WORK REQUIRED
Restate every record exactly as it is written, while omitting the pictures it holds.
┄┄┄┄┄┄
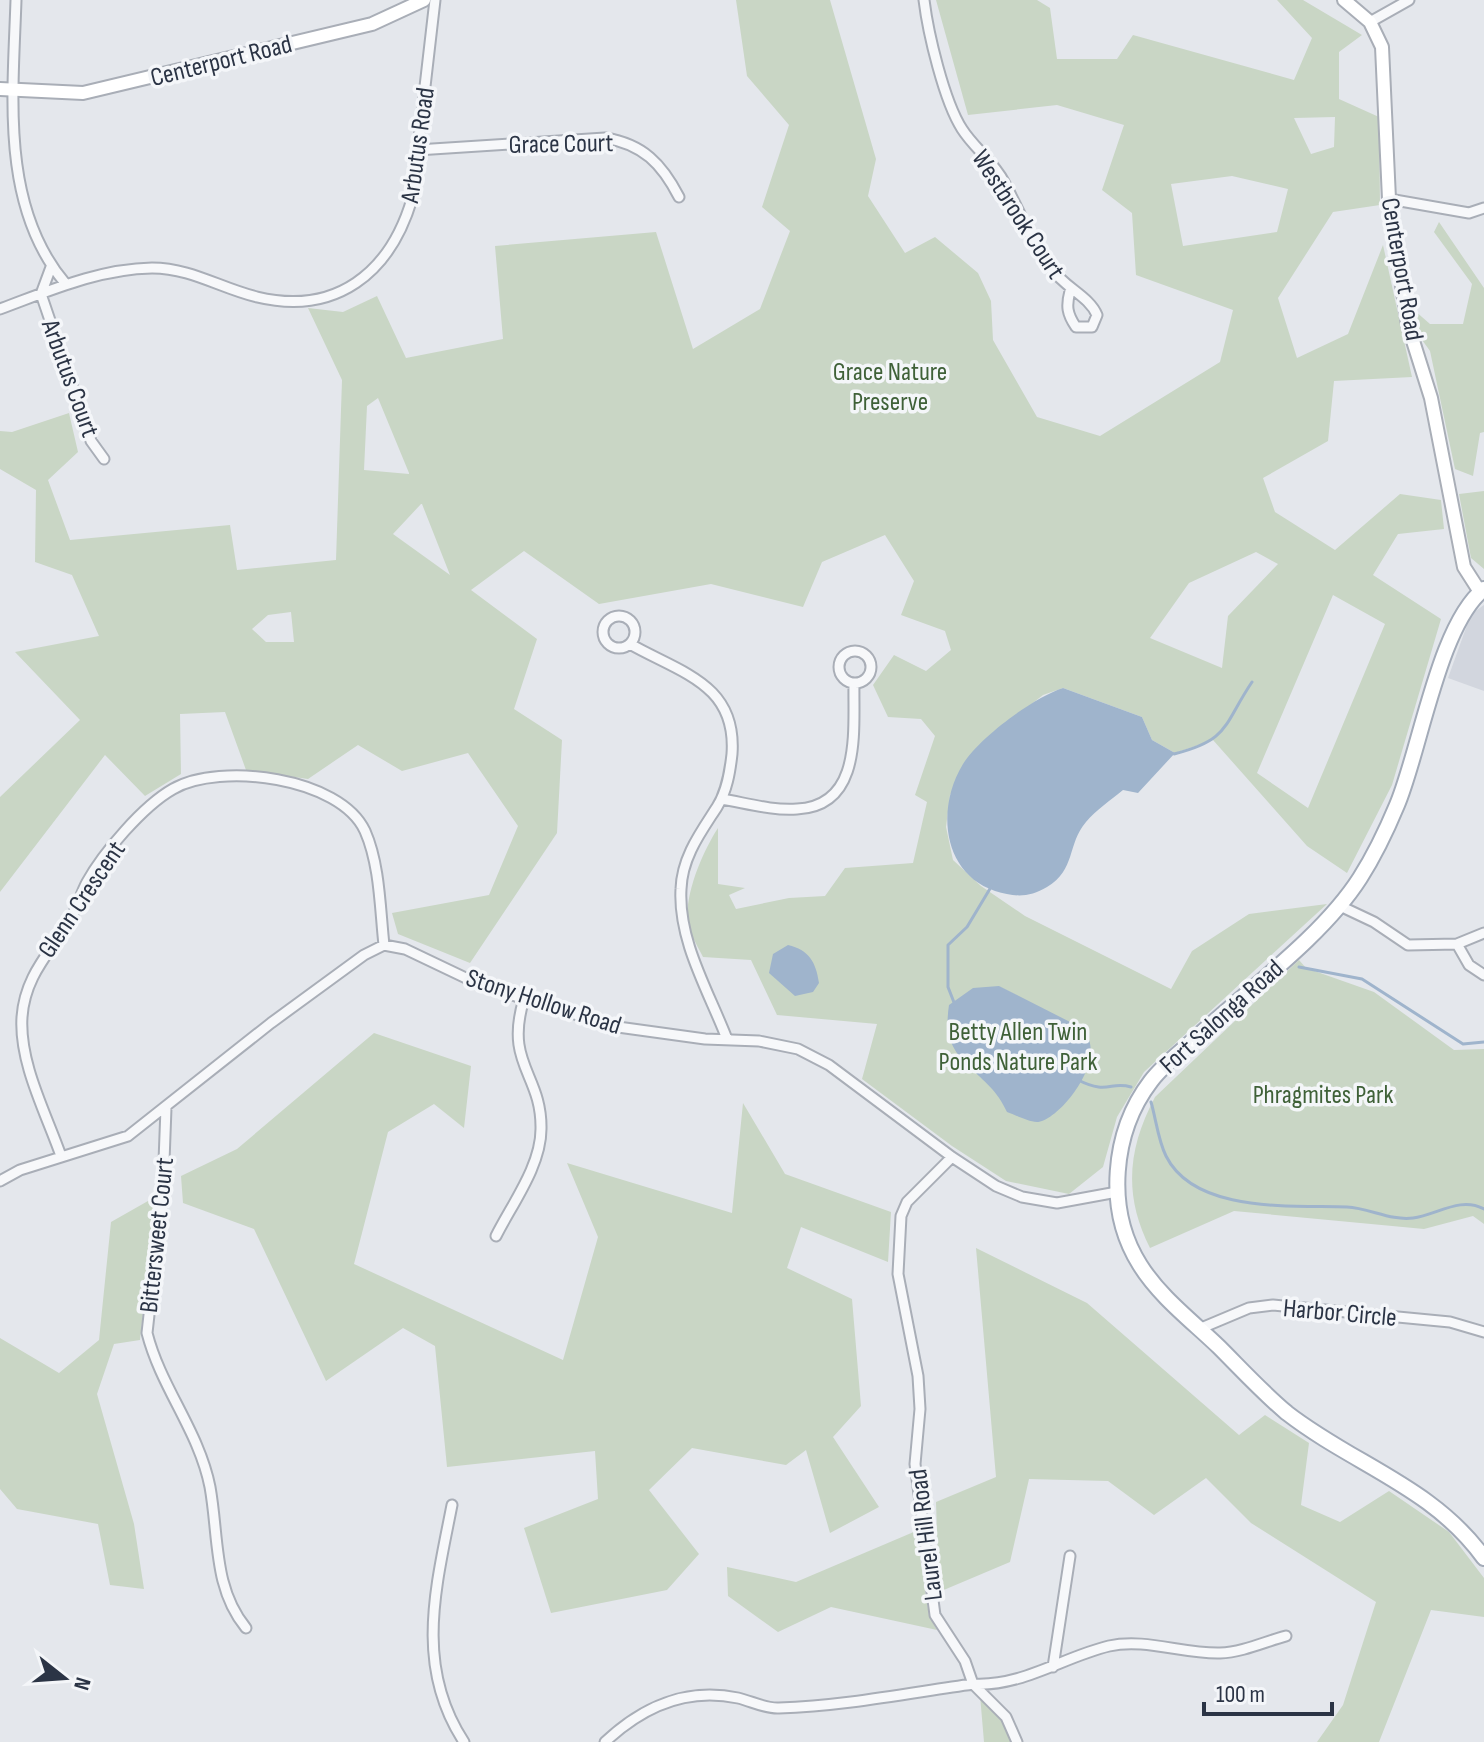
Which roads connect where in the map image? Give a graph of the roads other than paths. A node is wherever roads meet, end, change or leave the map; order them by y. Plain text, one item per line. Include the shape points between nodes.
1 (16, 0) edge
2 (424, 0) edge
3 (435, 0) edge
4 (924, 0) edge
5 (1344, 0) edge
6 (1409, 0) edge
7 (1370, 22) junction
8 (6, 90) edge
9 (417, 150) junction
10 (679, 197) dead end
11 (1389, 199) junction
12 (1484, 208) edge
13 (51, 267) junction
14 (65, 283) junction
15 (1070, 291) dead end
16 (41, 294) junction
17 (0, 309) edge
18 (104, 459) dead end
19 (1482, 590) edge
20 (630, 644) dead end
21 (854, 683) dead end
22 (722, 799) junction
23 (1338, 905) junction
24 (1484, 933) edge
25 (1457, 944) junction
26 (384, 945) junction
27 (1484, 975) edge
28 (524, 999) junction
29 (727, 1039) junction
30 (166, 1108) junction
31 (61, 1156) junction
32 (952, 1157) junction
33 (0, 1181) edge
34 (1117, 1192) junction
35 (496, 1236) dead end
36 (1199, 1329) junction
37 (1484, 1332) edge
38 (452, 1505) dead end
39 (1070, 1556) dead end
40 (1484, 1558) edge
41 (246, 1628) dead end
42 (1286, 1636) dead end
43 (1053, 1667) junction
44 (973, 1684) junction
45 (464, 1742) edge
46 (605, 1742) edge
47 (1017, 1742) edge

1 - 8 street
2 - 8 main road, Centerport Road via 372,24 83,93
3 - 9 street, Arbutus Road
4 - 15 street, Westbrook Court via 927,28 961,128 1003,179 1050,267
5 - 7 main road, Centerport Road
6 - 7 street
7 - 11 main road, Centerport Road via 1386,66
8 - 13 street via 20,186
9 - 10 street, Grace Court via 625,141 657,162
9 - 14 street, Arbutus Road via 404,226 388,254 352,287 289,303 175,270 132,270
11 - 12 street via 1469,213
11 - 19 main road, Centerport Road via 1408,325 1431,398 1464,567
13 - 14 street
13 - 16 street
14 - 16 street, Arbutus Road
16 - 17 street, Arbutus Road
16 - 18 street, Arbutus Court via 91,441
19 - 23 main road, Fort Salonga Road via 1449,646 1398,804 1360,878
20 - 22 street via 706,686 728,710 731,757
21 - 22 street via 851,765 835,794 794,810
22 - 29 street via 691,849 681,898 685,931
23 - 25 street via 1408,945
23 - 34 main road, Fort Salonga Road via 1151,1080 1119,1151
24 - 25 street
25 - 27 street via 1469,965
26 - 28 street, Stony Hollow Road
26 - 30 street via 271,1023
26 - 31 street, Glenn Crescent via 365,832 347,807 304,784 257,778 204,780 171,790 101,860 26,991 23,1046
28 - 29 street, Stony Hollow Road via 618,1027
28 - 35 street via 516,1024 517,1048 541,1130 533,1163
29 - 32 street, Stony Hollow Road via 782,1045 829,1065
30 - 31 street via 128,1136
30 - 41 street, Bittersweet Court via 147,1333 152,1355 203,1460 228,1607
31 - 33 street
32 - 34 street, Stony Hollow Road via 1022,1197 1057,1203
32 - 44 street, Laurel Hill Road via 904,1206 898,1274 918,1376 915,1464 935,1615 965,1661
34 - 36 main road, Fort Salonga Road via 1125,1237 1140,1267
36 - 37 street, Harbor Circle via 1249,1308 1273,1305 1450,1322
36 - 40 main road, Fort Salonga Road via 1287,1413 1440,1508
38 - 45 street via 431,1646 440,1694
39 - 43 street
42 - 43 street via 1220,1653 1109,1646
43 - 44 street via 997,1686
44 - 46 street via 776,1709 738,1698 680,1697 638,1715
44 - 47 street via 1006,1717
┄┄┄┄┄┄
RESPONSE
Which roads connect where in the map image? Give a graph of the roads other than paths. A node is wherever roads meet, end, change or leave the map; order them by y. Plain text, one item per line. Include the shape points between nodes.
1 (16, 0) edge
2 (424, 0) edge
3 (435, 0) edge
4 (924, 0) edge
5 (1344, 0) edge
6 (1409, 0) edge
7 (1370, 22) junction
8 (6, 90) edge
9 (417, 150) junction
10 (679, 197) dead end
11 (1389, 199) junction
12 (1484, 208) edge
13 (51, 267) junction
14 (65, 283) junction
15 (1070, 291) dead end
16 (41, 294) junction
17 (0, 309) edge
18 (104, 459) dead end
19 (1482, 590) edge
20 (630, 644) dead end
21 (854, 683) dead end
22 (722, 799) junction
23 (1338, 905) junction
24 (1484, 933) edge
25 (1457, 944) junction
26 (384, 945) junction
27 (1484, 975) edge
28 (524, 999) junction
29 (727, 1039) junction
30 (166, 1108) junction
31 (61, 1156) junction
32 (952, 1157) junction
33 (0, 1181) edge
34 (1117, 1192) junction
35 (496, 1236) dead end
36 (1199, 1329) junction
37 (1484, 1332) edge
38 (452, 1505) dead end
39 (1070, 1556) dead end
40 (1484, 1558) edge
41 (246, 1628) dead end
42 (1286, 1636) dead end
43 (1053, 1667) junction
44 (973, 1684) junction
45 (464, 1742) edge
46 (605, 1742) edge
47 (1017, 1742) edge

1 - 8 street
2 - 8 main road, Centerport Road via 372,24 83,93
3 - 9 street, Arbutus Road
4 - 15 street, Westbrook Court via 927,28 961,128 1003,179 1050,267
5 - 7 main road, Centerport Road
6 - 7 street
7 - 11 main road, Centerport Road via 1386,66
8 - 13 street via 20,186
9 - 10 street, Grace Court via 625,141 657,162
9 - 14 street, Arbutus Road via 404,226 388,254 352,287 289,303 175,270 132,270
11 - 12 street via 1469,213
11 - 19 main road, Centerport Road via 1408,325 1431,398 1464,567
13 - 14 street
13 - 16 street
14 - 16 street, Arbutus Road
16 - 17 street, Arbutus Road
16 - 18 street, Arbutus Court via 91,441
19 - 23 main road, Fort Salonga Road via 1449,646 1398,804 1360,878
20 - 22 street via 706,686 728,710 731,757
21 - 22 street via 851,765 835,794 794,810
22 - 29 street via 691,849 681,898 685,931
23 - 25 street via 1408,945
23 - 34 main road, Fort Salonga Road via 1151,1080 1119,1151
24 - 25 street
25 - 27 street via 1469,965
26 - 28 street, Stony Hollow Road
26 - 30 street via 271,1023
26 - 31 street, Glenn Crescent via 365,832 347,807 304,784 257,778 204,780 171,790 101,860 26,991 23,1046
28 - 29 street, Stony Hollow Road via 618,1027
28 - 35 street via 516,1024 517,1048 541,1130 533,1163
29 - 32 street, Stony Hollow Road via 782,1045 829,1065
30 - 31 street via 128,1136
30 - 41 street, Bittersweet Court via 147,1333 152,1355 203,1460 228,1607
31 - 33 street
32 - 34 street, Stony Hollow Road via 1022,1197 1057,1203
32 - 44 street, Laurel Hill Road via 904,1206 898,1274 918,1376 915,1464 935,1615 965,1661
34 - 36 main road, Fort Salonga Road via 1125,1237 1140,1267
36 - 37 street, Harbor Circle via 1249,1308 1273,1305 1450,1322
36 - 40 main road, Fort Salonga Road via 1287,1413 1440,1508
38 - 45 street via 431,1646 440,1694
39 - 43 street
42 - 43 street via 1220,1653 1109,1646
43 - 44 street via 997,1686
44 - 46 street via 776,1709 738,1698 680,1697 638,1715
44 - 47 street via 1006,1717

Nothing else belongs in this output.